Aurangzeb's grave & Zainuddin's Dargah and Mosque, Khuldabad, Maharashtra, India - Image by Sunil Deepak

At the end, I also want to talk a little bit about India's syncretic Ganga-Jamuni culture in relation to the Aurangzeb controversy.

Visit to Aurangzeb's Grave

I was in Aurangabad and had gone to visit the Ajanta caves. Living abroad, I always feel that I am losing touch with the India of ordinary people, thus, whenever possible, instead of taking cars, I try to travel by the public transport buses.

Coming back from Ajanta, I was sitting in front in the MSRT bus and talking to the driver, when he told me that the bus will pass through Khuldabad, where Aurangzeb was buried in 1707 CE. I told the bus driver to drop me there.

Khuldabad is a little town in the Aurangabad district, a little bigger than a village.

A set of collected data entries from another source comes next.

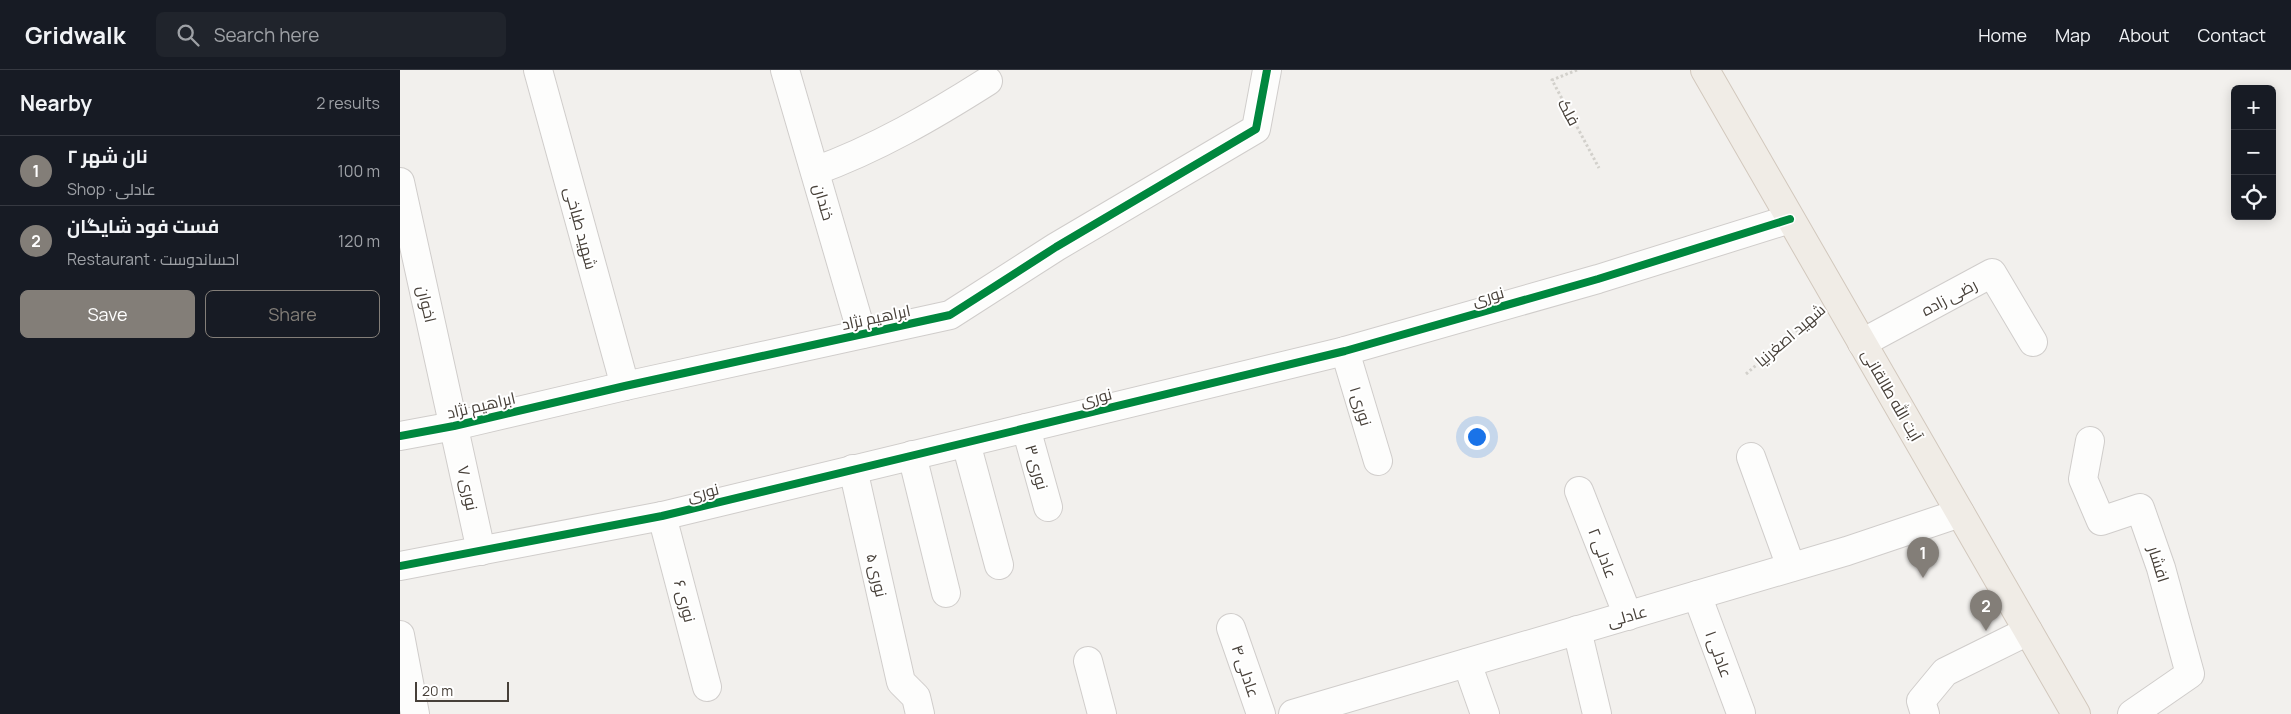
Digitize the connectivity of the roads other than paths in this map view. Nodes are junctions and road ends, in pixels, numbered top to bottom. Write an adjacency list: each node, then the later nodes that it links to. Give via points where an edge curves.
1 (538, 70): 13 (street, شهید طباخی)
2 (785, 70): 6 (street, خندان)
3 (1268, 70): 9 (street, ابراهیم نژاد, via 1256,129 1056,247 950,315)
4 (1705, 72): 8 (main road, آیت الله طالقانی)
5 (988, 81): 6 (street, via 944,109 854,157)
6 (814, 171): 9 (street, خندان)
7 (400, 182): 14 (street, اخوان)
8 (1790, 220): 11 (main road, آیت الله طالقانی); 12 (street, نوری)
9 (862, 334): 13 (street, ابراهیم نژاد)
10 (2033, 342): 11 (street, رضی زاده, via 1992,273)
11 (1862, 343): 25 (main road, آیت الله طالقانی)
12 (1345, 351): 15 (street, نوری); 21 (street, نوری ۱)
13 (625, 386): 14 (street, ابراهیم نژاد)
14 (454, 426): 16 (street, ابراهیم نژاد); 27 (street, نوری ۷)
15 (1026, 428): 18 (street, نوری); 24 (street, نوری ۳)
16 (400, 436)
17 (2090, 441): 52 (street, افشار, via 2083,479 2101,521 2140,508 2161,568 2190,674)
18 (966, 443): 19 (street, نوری); 29 (street)
19 (912, 455): 22 (street, نوری); 31 (street)
20 (1751, 457): 30 (street)
21 (1378, 461)
22 (854, 469): 26 (street, نوری); 44 (street, نوری ۵, via 902,682 916,697)
23 (1579, 491): 33 (street, عادلی ۲)
24 (1048, 506)
25 (1960, 513): 30 (street, عادلی); 36 (main road, آیت الله طالقانی)
26 (662, 516): 27 (street, نوری); 40 (street, نوری ۶)
27 (481, 550): 28 (street, نوری)
28 (400, 566)
29 (999, 566)
30 (1792, 568): 32 (street, عادلی)
31 (946, 592)
32 (1697, 595): 33 (street, عادلی); 42 (street, عادلی ۱)
33 (1628, 616): 35 (street, عادلی)
34 (1231, 628): 46 (street, عادلی ۴)
35 (1577, 630): 39 (street, عادلی); 49 (street)
36 (2028, 631): 50 (street, via 1945,672 1921,700); 51 (main road, آیت الله طالقانی)
37 (400, 635): 43 (street)
38 (1088, 661): 45 (street)
39 (1467, 663): 41 (street, عادلی); 48 (street)
40 (707, 686)
41 (1325, 709): 47 (street, عادلی)
42 (1741, 713)
43 (415, 714)
44 (920, 714)
45 (1102, 714)
46 (1261, 714)
47 (1293, 714)
48 (1485, 714)
49 (1597, 714)
50 (1925, 714)
51 (2076, 714)
52 (2132, 714)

The bus dropped me in a crowded market street and when I asked about the Aurangzeb tomb, people pointed to a simple looking mosque in a side street.

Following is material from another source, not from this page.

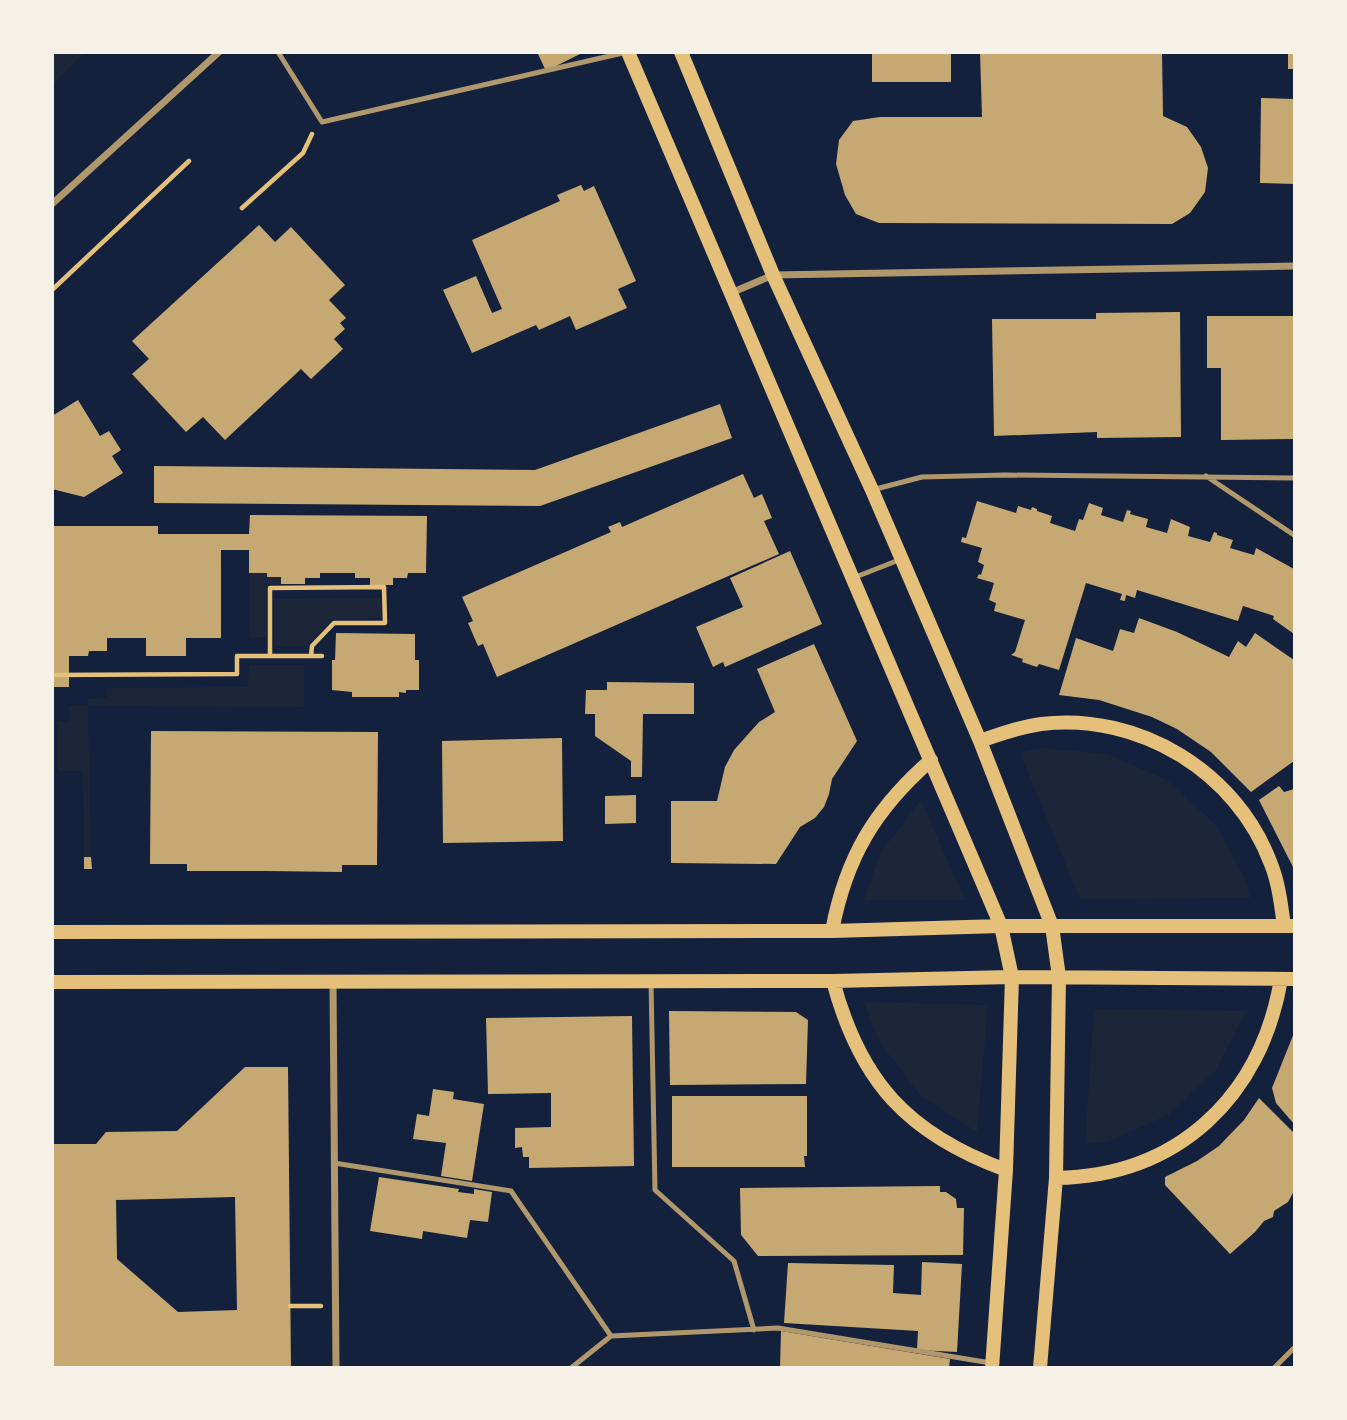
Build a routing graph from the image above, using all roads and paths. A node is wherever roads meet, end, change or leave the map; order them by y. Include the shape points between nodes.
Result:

Aurangzeb's grave & Zainuddin's Dargah and Mosque, Khuldabad, Maharashtra, India - Image by Sunil Deepak

I was a little surprised that the Mughal emperor had his tomb in such an insignificant mosque in such an insignificant place.

Inside the mosque, his grave was immediately after the entrance, to the left side. The grave was surrounded by a marble-lattice (sangmarmar ki jaali) enclosure. There was no makbara or a monument, and his grave was just an open strip of ground, exposed to the rain and wind. A tree was planted in it but it seemed to be having difficulties growing.

Aurangzeb's grave & Zainuddin's Dargah and Mosque, Khuldabad, Maharashtra, India - Image by Sunil Deepak

The board near the grave said that Aurangzeb had died in Ahmadnagar, but was brought here, 130 kms away, because he wanted to be buried near the tomb of the 14th century sufi saint Zainuddin Shirazi. According to his wishes, no monument was built around his grave.

The marble enclosure and floor were made two centuries later by Lord Curzon and the Nizam of Hyderabad.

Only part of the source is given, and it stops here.